◆ **THE TASK**: Look for "West" in every line of the listing. Copy the lines that have it.
═══ THE RECORDS ═══
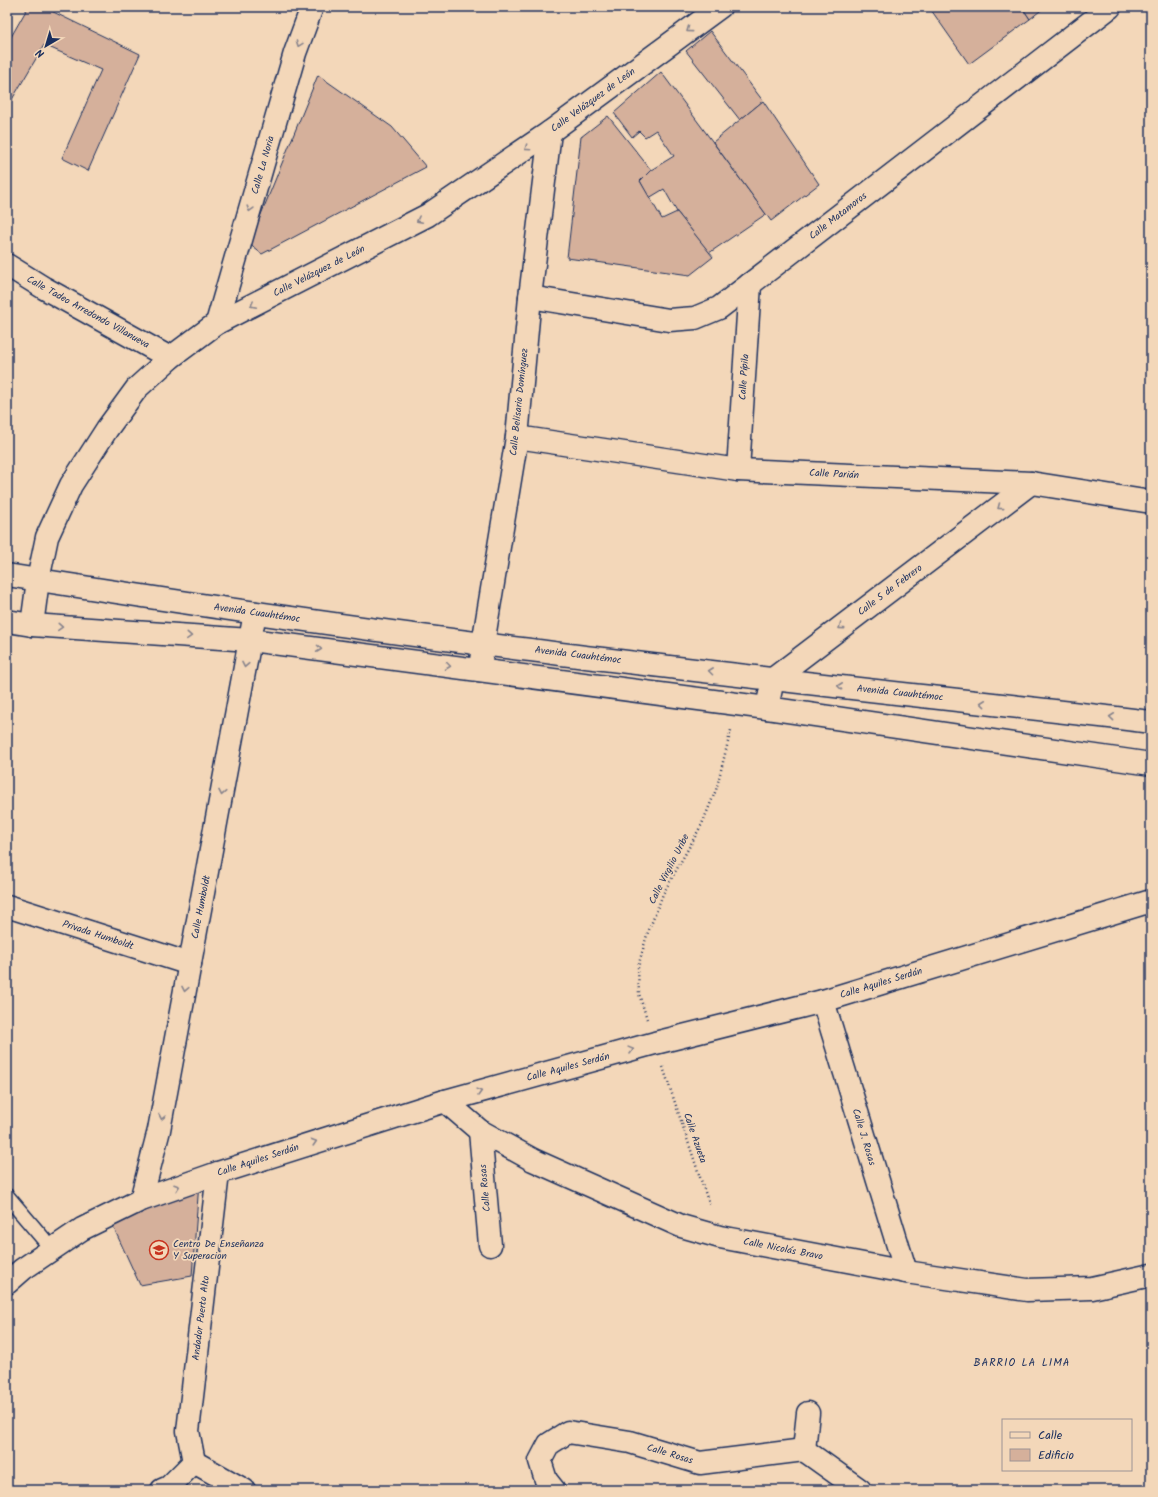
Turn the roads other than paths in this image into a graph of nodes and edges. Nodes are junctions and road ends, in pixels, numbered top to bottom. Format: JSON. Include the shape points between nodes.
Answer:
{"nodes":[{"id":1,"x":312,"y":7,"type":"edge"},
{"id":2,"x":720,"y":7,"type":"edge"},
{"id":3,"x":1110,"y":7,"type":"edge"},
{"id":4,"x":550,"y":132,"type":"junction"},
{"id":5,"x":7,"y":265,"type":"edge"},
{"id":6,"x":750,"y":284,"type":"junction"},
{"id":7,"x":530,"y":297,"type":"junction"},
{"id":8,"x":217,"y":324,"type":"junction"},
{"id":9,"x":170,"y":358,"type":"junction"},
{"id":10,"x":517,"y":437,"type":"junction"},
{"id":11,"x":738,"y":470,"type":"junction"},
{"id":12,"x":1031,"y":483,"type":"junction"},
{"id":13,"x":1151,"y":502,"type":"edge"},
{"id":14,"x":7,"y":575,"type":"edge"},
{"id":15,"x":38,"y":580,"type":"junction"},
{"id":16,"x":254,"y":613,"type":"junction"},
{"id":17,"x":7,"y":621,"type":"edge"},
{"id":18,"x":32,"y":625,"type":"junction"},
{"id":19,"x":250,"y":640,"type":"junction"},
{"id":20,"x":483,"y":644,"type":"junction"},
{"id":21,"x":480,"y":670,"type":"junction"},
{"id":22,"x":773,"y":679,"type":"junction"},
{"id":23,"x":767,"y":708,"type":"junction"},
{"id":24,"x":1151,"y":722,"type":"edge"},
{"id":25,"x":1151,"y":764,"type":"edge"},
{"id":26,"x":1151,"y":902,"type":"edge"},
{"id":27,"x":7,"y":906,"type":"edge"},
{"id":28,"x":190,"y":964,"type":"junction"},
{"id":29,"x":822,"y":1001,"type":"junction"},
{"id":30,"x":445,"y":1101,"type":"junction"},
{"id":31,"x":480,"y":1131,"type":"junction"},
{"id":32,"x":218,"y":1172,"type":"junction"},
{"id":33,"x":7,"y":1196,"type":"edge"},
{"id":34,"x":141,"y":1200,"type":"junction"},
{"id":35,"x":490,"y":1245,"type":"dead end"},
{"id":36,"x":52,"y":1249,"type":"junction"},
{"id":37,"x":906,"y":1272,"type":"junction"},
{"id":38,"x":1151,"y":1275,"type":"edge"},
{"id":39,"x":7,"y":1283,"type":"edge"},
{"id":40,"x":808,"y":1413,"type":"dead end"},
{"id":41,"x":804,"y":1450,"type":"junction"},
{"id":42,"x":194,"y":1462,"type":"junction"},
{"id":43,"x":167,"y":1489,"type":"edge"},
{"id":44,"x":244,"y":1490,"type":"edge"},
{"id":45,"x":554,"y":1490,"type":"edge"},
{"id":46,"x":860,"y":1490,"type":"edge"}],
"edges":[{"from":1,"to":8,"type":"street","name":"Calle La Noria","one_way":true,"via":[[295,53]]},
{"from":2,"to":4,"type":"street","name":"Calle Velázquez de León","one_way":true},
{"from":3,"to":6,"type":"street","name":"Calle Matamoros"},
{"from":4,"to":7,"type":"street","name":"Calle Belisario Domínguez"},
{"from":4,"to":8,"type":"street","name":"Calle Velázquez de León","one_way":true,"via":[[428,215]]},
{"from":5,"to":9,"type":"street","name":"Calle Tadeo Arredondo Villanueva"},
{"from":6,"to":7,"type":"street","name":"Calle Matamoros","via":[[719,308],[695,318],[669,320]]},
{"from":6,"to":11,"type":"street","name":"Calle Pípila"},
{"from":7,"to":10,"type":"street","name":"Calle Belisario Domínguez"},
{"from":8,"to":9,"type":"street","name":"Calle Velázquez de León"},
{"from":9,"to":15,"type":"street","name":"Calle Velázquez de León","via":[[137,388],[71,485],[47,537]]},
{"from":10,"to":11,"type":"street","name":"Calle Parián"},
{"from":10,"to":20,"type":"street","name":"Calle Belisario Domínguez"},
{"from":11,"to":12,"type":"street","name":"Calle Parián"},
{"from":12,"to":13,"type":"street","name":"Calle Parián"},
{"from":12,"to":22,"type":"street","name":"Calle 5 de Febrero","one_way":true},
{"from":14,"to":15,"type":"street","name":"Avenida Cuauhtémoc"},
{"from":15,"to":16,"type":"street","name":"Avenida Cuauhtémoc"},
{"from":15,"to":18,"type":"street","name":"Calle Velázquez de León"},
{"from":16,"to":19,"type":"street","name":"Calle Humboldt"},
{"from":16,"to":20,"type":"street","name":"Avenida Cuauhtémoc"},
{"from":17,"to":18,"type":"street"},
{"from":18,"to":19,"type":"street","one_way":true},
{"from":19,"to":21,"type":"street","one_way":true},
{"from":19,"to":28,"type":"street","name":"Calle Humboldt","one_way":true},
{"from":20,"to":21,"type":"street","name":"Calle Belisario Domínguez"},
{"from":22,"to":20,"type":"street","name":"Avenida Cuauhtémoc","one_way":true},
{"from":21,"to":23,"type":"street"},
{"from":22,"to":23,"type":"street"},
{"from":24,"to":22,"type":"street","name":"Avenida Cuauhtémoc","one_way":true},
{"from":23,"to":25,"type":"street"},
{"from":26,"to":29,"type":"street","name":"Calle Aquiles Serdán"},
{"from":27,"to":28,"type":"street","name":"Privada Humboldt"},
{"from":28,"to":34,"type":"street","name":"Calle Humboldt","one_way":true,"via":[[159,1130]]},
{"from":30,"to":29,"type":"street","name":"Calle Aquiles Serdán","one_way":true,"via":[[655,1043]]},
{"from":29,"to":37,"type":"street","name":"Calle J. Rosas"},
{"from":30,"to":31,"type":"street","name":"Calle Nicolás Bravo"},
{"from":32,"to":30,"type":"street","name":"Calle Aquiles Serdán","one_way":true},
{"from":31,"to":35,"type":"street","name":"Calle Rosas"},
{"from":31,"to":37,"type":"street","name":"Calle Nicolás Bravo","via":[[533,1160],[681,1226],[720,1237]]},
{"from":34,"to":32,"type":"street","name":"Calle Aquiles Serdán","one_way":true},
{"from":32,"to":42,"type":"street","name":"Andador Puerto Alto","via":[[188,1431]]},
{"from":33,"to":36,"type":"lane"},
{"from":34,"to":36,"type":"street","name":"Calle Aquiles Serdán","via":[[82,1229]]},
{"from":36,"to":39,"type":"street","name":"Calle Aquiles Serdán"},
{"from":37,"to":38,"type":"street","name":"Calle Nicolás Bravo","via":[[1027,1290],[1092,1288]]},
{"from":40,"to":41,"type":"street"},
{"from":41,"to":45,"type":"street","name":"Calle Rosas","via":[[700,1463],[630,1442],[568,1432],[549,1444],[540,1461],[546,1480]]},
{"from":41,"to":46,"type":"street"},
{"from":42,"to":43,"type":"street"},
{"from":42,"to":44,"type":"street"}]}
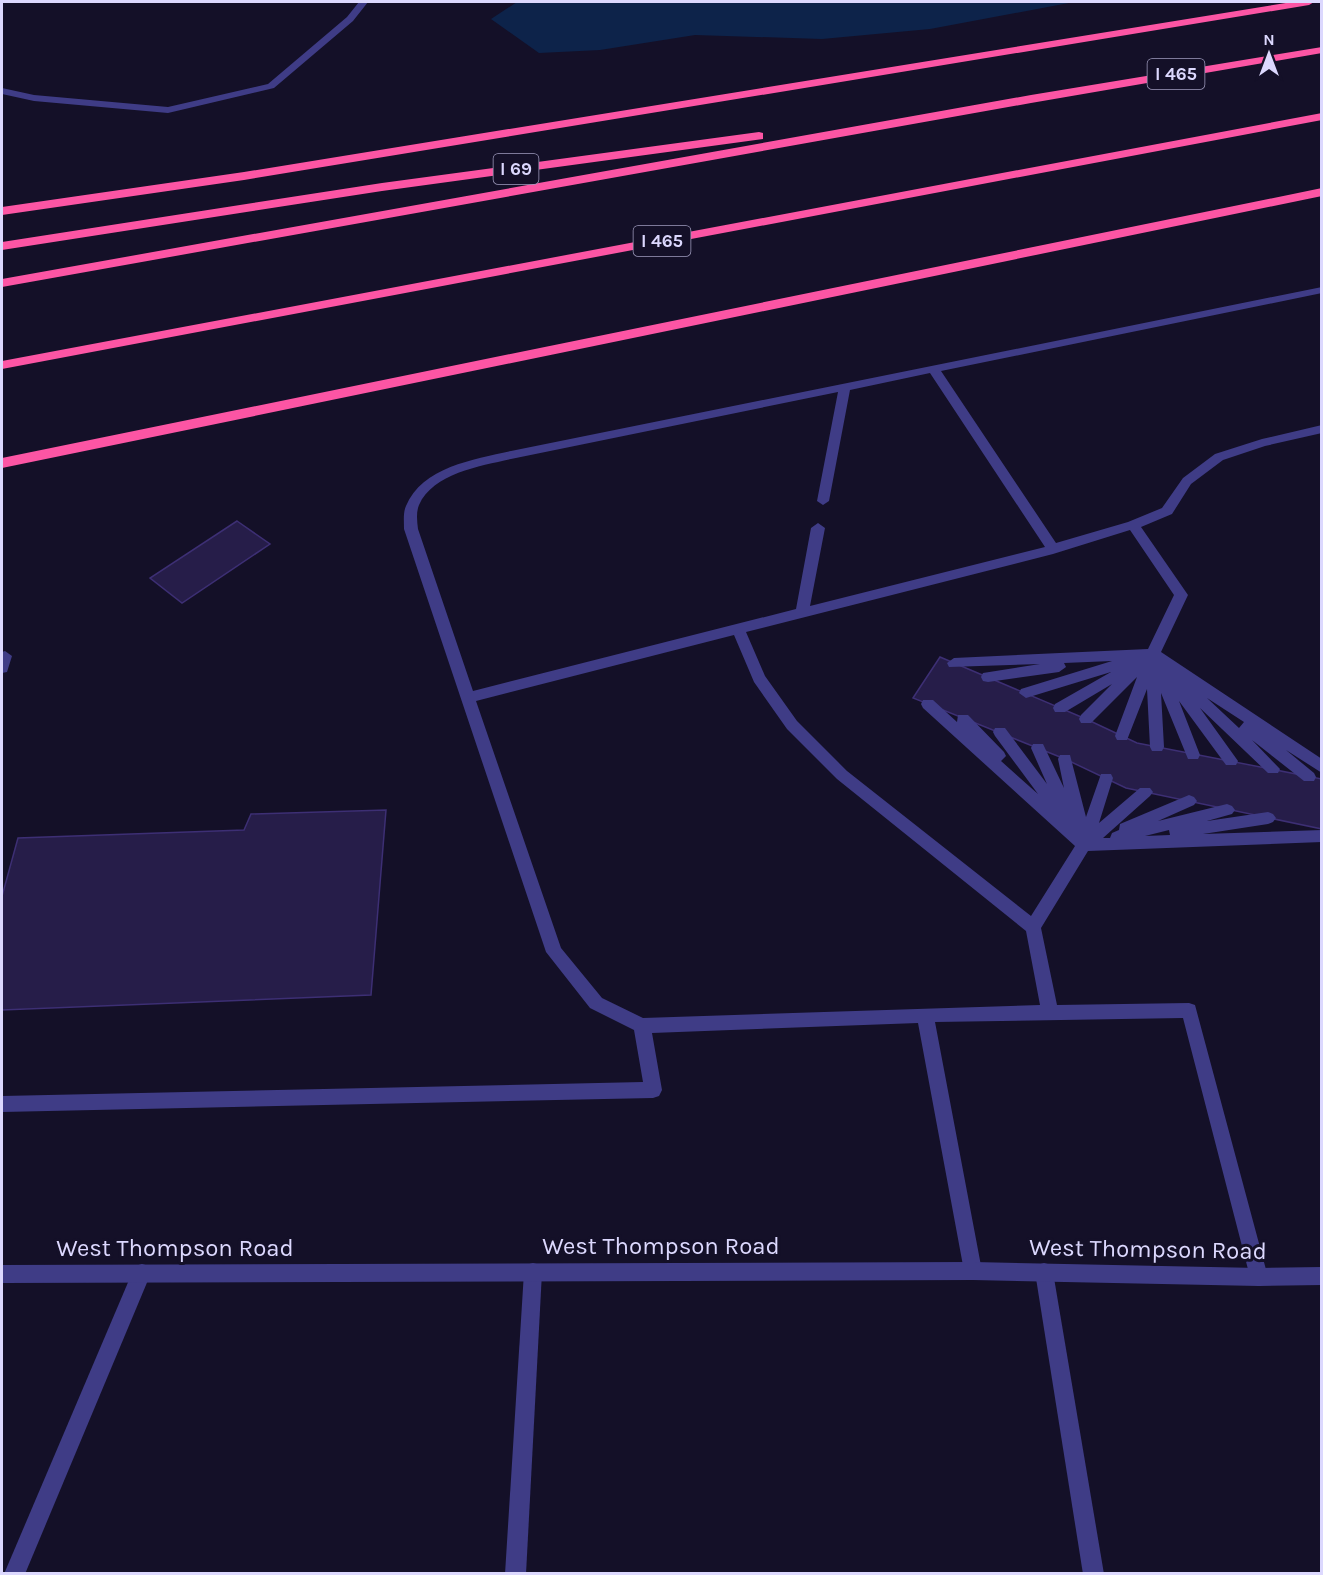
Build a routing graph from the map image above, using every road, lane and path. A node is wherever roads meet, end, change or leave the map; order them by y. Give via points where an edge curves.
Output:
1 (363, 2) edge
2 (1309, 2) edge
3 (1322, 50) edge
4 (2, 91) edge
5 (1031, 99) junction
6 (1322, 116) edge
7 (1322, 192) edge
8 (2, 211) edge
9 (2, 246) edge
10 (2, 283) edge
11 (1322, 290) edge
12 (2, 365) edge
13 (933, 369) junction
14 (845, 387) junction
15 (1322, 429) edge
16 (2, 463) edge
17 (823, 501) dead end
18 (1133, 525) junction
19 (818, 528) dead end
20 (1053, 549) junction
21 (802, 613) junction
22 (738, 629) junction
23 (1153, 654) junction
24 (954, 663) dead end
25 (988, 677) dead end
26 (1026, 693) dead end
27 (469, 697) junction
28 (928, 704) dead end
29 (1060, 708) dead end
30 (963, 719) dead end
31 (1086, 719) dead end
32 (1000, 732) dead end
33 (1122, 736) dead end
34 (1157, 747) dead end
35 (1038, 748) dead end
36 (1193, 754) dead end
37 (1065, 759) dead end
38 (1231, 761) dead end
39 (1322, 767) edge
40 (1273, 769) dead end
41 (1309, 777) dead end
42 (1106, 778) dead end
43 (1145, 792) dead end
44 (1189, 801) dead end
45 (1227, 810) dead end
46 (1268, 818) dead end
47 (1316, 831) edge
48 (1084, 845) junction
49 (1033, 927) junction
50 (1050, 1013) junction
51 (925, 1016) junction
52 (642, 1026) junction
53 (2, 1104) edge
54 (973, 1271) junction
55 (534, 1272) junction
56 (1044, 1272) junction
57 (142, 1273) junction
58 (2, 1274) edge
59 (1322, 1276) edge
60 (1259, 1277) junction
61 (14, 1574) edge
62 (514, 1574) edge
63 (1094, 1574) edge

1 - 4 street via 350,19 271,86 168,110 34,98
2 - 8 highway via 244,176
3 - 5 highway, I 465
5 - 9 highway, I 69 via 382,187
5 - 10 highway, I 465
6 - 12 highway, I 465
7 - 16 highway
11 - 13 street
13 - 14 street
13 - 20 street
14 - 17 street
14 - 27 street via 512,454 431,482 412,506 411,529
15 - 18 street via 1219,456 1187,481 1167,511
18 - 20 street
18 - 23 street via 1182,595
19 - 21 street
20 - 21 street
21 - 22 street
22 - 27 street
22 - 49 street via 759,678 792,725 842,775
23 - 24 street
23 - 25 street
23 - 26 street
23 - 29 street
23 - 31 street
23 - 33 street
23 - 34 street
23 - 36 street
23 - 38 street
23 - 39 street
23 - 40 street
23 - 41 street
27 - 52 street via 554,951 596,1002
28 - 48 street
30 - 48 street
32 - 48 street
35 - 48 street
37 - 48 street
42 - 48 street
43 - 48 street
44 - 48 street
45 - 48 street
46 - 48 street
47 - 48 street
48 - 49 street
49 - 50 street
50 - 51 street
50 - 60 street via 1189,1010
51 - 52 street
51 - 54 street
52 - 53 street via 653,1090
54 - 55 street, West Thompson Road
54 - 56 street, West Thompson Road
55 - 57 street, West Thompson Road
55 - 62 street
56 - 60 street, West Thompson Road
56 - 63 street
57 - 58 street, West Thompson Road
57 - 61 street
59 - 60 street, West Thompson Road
═══
◆ **EXERCISE RESULT**:
54 - 55 street, West Thompson Road
54 - 56 street, West Thompson Road
55 - 57 street, West Thompson Road
56 - 60 street, West Thompson Road
57 - 58 street, West Thompson Road
59 - 60 street, West Thompson Road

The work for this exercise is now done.